私がどれだけ数学が苦手だったかを象徴するようなエピソードがありますので、恥ずかしながらお話しいたします。
私は関西の私立中高一貫校に通っていました。そのため、中学校から高校には原則的にはエスカレーター式で進学することができたのです。
私の母校は高校からの編入のある学校だったので、形式的に高校の入試問題を解いて、どのくらいの点数が取れるかという試みが中学3年生の終わりごろに生徒全員を対象に行われました。
私は実力テストにはあまり自信がなかったのですが、それほどひどい点数にはならないだろうというような軽い気持ちでその試験を受けました。
その試験が終わった数日後、私は担任の先生に、
「放課後に教室で待っているから来るように」
と厳しい口調で言われました。何だろうと不安になりながら教室に行くと、がらんとした教室の真ん中に、先生が1人座って待っていました。

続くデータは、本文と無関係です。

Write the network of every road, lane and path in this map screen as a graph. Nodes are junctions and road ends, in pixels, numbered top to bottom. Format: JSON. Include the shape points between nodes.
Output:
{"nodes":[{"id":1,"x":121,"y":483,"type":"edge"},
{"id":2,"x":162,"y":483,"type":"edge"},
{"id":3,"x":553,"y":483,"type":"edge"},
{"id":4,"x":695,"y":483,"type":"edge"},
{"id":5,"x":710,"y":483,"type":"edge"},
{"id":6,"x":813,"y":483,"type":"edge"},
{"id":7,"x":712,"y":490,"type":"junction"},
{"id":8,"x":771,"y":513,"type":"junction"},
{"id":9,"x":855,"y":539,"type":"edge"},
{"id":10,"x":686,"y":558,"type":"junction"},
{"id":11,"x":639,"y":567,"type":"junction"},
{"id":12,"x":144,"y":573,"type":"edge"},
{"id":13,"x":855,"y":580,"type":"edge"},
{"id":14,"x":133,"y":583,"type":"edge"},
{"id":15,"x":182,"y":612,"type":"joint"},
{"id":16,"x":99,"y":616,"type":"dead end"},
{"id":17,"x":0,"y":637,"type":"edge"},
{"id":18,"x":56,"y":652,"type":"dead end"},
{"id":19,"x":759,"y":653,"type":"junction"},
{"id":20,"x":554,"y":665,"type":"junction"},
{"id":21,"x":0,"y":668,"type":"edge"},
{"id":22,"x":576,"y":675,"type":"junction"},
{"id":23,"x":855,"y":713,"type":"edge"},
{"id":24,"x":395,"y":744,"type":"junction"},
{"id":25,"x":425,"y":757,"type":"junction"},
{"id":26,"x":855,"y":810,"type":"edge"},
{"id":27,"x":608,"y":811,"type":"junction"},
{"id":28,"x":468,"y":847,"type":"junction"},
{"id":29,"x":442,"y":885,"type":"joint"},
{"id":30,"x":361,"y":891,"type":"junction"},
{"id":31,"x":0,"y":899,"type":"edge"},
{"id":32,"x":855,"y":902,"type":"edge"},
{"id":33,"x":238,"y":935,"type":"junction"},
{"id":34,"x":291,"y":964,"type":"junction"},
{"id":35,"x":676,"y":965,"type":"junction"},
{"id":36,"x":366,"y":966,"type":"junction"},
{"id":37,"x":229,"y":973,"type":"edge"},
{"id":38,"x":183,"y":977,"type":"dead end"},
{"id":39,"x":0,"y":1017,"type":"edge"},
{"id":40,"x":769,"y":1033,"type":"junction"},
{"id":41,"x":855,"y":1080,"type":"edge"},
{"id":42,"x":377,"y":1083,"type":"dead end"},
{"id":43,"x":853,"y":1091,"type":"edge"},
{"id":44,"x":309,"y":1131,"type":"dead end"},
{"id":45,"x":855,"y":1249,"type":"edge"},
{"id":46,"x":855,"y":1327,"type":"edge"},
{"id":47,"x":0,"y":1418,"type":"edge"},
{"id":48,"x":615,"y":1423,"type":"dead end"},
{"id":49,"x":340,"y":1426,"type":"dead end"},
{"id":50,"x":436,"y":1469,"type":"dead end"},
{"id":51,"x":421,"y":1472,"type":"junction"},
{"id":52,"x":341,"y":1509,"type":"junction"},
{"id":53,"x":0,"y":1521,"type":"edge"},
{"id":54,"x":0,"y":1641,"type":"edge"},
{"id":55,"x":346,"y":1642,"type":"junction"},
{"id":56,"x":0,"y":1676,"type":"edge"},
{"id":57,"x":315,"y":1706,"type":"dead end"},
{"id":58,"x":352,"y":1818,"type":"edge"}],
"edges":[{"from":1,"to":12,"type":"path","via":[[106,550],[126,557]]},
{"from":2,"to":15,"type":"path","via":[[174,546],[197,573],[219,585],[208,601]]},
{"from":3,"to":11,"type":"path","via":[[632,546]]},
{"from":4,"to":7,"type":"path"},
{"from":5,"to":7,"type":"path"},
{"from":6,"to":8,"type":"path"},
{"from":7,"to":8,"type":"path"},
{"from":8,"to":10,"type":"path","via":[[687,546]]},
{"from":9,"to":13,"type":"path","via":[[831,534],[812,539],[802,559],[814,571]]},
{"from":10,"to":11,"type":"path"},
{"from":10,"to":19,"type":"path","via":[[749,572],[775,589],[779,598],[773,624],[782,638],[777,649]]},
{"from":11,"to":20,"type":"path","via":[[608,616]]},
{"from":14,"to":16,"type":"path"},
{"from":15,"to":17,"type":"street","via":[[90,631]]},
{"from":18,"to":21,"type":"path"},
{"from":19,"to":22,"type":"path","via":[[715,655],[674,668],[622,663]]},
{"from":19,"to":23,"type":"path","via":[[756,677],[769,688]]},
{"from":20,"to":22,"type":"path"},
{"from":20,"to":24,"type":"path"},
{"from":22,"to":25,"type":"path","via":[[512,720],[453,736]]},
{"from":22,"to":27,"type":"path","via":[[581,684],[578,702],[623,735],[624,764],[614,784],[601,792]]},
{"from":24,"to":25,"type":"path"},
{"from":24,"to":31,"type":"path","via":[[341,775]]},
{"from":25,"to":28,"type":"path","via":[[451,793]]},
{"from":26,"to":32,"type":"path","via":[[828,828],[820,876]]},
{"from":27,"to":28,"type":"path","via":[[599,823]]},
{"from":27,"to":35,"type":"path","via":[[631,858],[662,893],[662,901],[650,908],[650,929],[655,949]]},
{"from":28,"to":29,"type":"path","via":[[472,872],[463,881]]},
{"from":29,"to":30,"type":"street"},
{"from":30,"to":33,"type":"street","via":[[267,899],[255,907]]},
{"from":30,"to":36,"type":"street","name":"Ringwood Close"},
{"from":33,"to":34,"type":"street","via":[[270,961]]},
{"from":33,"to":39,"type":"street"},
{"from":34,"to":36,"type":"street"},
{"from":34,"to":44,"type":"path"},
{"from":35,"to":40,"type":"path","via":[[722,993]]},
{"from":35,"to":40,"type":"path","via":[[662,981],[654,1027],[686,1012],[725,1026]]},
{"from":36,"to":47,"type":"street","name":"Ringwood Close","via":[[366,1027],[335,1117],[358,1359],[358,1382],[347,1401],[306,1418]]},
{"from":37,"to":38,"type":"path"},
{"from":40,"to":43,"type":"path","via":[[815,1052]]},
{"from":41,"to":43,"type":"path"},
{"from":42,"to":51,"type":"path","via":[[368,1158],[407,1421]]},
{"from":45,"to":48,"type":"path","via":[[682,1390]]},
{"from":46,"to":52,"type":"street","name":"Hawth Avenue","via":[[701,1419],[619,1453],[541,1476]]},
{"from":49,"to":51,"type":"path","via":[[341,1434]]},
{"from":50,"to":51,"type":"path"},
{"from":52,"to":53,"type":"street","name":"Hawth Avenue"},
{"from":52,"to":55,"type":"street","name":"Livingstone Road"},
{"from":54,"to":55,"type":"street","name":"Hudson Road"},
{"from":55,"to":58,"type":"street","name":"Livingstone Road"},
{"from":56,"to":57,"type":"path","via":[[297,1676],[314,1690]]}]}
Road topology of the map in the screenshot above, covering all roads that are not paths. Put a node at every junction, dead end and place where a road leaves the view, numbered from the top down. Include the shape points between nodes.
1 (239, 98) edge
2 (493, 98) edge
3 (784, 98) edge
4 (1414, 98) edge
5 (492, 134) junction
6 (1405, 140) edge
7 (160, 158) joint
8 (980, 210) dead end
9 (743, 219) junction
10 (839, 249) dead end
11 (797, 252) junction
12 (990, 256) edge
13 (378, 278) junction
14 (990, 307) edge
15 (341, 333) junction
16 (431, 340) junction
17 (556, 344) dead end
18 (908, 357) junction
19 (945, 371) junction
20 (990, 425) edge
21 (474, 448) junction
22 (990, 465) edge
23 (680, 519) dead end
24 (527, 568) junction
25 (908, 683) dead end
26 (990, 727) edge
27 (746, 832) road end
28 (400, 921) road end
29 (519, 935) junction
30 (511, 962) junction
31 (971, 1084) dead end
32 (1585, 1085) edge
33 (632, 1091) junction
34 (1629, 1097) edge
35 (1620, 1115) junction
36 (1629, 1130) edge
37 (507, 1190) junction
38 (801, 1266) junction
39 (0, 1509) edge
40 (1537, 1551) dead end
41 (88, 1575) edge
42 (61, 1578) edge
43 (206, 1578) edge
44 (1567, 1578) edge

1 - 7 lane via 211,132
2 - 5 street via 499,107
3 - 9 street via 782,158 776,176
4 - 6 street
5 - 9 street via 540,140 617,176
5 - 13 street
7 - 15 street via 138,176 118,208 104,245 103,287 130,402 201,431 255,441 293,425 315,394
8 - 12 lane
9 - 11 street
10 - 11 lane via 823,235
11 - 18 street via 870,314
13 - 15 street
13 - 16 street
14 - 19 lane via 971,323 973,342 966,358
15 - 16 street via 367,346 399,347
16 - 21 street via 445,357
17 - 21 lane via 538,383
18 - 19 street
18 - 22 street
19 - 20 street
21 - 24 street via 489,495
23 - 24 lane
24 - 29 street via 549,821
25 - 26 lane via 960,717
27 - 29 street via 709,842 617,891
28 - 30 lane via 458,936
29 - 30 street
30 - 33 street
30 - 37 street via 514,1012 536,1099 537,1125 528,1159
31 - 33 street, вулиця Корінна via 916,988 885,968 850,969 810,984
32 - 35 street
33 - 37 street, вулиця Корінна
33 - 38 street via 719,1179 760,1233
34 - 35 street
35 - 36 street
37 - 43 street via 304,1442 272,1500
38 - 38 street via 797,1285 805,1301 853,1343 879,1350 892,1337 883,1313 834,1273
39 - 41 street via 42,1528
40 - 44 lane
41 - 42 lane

嫌な空気に緊張しながら先生の対面の椅子に座りました。すると先生は1枚の紙切れを机に差し出しました。その紙切れには
「163」
という数字が書かれていました。
先生:「この数字何かわかるか」
私:「わかりません」
先生:「この前の高校入学試験の順位や」
学年の人数は165人。つまり下から数えて3番という非常に悪い成績をその高校入学試験でとってしまったのです。
後にテストの成績表を見ると、数学が特に悪い点数で、そんな順位になってしまったことがわかりました。その後なんとか(学校側の温情で?)学校に残ることができましたが、数学は高校に進学してからもずっと苦手なままでした。